Pixel coordinate listings:
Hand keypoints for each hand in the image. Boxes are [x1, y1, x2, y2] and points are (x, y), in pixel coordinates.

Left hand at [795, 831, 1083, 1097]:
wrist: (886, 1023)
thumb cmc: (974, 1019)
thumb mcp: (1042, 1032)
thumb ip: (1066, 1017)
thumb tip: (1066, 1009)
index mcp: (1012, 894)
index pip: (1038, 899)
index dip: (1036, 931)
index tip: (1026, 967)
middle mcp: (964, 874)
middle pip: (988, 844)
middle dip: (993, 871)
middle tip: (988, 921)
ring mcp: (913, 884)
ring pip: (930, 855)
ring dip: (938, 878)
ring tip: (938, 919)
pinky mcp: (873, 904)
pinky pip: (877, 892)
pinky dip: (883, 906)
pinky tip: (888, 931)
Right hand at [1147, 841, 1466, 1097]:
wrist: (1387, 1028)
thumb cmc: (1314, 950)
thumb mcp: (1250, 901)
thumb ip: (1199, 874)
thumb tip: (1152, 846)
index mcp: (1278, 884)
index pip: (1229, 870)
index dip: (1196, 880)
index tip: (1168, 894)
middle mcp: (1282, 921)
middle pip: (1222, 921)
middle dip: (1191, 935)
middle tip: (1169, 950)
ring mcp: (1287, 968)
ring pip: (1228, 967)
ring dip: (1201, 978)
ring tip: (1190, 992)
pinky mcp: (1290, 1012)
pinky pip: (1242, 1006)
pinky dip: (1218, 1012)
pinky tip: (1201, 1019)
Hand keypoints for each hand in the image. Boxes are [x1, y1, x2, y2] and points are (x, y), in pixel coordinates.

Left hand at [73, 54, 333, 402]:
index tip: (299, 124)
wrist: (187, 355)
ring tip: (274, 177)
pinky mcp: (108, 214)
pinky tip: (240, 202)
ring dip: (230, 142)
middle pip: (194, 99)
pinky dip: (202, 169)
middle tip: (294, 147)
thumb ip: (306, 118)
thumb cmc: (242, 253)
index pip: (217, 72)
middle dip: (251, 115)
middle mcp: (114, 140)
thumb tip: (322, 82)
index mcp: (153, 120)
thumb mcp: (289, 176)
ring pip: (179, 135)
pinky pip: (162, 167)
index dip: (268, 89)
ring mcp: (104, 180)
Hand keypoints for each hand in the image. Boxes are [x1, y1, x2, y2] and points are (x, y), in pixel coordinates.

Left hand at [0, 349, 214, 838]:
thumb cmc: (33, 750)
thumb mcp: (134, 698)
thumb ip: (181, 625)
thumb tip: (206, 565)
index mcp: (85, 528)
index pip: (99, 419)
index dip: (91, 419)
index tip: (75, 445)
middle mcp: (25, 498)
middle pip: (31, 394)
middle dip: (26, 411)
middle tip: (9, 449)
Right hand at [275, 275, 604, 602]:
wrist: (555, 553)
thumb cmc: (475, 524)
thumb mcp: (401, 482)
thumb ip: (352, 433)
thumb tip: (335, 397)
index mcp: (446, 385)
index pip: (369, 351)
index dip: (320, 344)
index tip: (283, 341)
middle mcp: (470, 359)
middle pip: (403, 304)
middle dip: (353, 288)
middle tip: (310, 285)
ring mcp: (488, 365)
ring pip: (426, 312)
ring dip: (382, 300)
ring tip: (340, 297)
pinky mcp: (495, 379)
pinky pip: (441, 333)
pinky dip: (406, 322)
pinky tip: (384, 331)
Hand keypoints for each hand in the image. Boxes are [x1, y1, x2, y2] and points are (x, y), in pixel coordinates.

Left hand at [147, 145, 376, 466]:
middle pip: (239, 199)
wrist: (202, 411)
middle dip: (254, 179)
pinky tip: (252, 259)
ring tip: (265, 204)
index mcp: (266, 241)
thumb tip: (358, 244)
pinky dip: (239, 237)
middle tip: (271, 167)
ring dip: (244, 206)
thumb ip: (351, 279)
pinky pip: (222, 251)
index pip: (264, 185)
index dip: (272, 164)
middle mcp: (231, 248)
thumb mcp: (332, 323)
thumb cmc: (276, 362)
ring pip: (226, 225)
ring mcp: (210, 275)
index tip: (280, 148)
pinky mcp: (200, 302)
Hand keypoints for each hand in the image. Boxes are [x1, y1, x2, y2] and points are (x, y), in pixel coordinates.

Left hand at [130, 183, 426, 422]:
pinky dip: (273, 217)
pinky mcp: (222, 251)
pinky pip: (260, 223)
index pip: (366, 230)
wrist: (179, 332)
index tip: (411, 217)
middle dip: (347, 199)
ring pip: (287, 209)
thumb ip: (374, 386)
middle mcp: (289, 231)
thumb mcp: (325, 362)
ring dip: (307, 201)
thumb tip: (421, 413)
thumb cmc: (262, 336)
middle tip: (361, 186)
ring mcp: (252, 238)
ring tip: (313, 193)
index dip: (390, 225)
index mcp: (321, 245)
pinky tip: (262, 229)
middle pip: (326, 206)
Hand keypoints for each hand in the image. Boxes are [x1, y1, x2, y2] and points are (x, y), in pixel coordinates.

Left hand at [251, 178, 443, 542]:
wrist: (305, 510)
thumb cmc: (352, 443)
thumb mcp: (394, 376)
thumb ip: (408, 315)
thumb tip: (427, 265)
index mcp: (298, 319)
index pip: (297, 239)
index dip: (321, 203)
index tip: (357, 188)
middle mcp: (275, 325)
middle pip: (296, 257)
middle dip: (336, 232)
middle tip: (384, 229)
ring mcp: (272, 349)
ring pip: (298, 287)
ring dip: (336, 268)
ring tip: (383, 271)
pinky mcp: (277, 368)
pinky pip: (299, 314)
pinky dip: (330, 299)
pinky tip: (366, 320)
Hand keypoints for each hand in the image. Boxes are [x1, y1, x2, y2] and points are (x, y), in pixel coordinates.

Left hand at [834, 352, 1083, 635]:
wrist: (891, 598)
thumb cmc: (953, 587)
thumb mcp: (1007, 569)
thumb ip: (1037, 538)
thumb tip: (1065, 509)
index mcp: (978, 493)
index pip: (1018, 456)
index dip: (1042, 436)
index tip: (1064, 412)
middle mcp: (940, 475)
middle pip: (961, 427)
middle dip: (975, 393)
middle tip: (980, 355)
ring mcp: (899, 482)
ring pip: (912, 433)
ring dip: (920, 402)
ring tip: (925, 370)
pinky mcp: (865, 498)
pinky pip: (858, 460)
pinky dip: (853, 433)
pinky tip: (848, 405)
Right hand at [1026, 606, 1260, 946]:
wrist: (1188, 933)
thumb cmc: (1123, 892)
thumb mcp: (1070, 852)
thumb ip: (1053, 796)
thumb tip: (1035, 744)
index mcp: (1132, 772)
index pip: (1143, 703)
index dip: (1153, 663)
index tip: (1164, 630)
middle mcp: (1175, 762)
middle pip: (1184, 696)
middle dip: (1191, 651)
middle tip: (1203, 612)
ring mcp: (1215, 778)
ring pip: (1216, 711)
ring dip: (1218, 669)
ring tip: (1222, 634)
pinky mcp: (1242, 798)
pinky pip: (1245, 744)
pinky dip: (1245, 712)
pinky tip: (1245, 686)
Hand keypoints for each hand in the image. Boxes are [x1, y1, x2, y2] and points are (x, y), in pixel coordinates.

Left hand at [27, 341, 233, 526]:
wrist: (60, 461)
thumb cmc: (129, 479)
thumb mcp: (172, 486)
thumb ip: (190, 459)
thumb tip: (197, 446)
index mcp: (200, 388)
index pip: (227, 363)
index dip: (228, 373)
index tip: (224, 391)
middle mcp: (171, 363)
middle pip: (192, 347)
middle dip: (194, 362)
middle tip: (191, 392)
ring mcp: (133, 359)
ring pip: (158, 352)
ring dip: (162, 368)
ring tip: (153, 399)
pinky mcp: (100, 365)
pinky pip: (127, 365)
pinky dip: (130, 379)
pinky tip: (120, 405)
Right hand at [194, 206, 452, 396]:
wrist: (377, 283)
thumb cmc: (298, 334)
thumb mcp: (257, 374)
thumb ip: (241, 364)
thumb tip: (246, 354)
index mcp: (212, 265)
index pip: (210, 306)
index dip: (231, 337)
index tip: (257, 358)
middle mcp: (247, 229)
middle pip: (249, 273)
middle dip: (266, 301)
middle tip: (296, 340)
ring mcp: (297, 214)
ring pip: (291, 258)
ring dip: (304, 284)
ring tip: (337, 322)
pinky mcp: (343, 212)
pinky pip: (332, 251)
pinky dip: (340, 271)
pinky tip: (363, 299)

Your goal -> Quote the data above from the line containing "ring tip: (383, 271)" to the line containing "index tip: (1164, 630)", inclusive, and stop.

Expected answer ->
ring tip: (383, 271)
pinky mcp: (277, 368)
pinky pip: (299, 314)
pinky dip: (330, 299)
pinky tip: (366, 320)
Hand keypoints for each hand in the image. Boxes are [x1, y1, x2, y2] and points are (x, y), in pixel coordinates.

Left hand at [834, 352, 1083, 635]:
wrist: (891, 598)
thumb cmc: (953, 587)
thumb mcp: (1007, 569)
thumb ip: (1037, 538)
thumb tip: (1065, 509)
index mcp: (978, 493)
index pip: (1018, 456)
index dip: (1042, 436)
index tip: (1064, 412)
middle mcp: (940, 475)
middle pip: (961, 427)
middle dip: (975, 393)
middle tip: (980, 355)
ring mcp: (899, 482)
ring pip: (912, 433)
ring dip: (920, 402)
ring tip: (925, 370)
pinky mcp: (865, 498)
pinky pip: (858, 460)
pinky dip: (853, 433)
pinky tip: (848, 405)
Right hand at [1026, 606, 1260, 946]:
wrist: (1188, 933)
thumb cmc: (1123, 892)
thumb mcp: (1070, 852)
thumb ip: (1053, 796)
thumb tip: (1035, 744)
index mcp: (1132, 772)
index pip: (1143, 703)
index dip: (1153, 663)
index tip: (1164, 630)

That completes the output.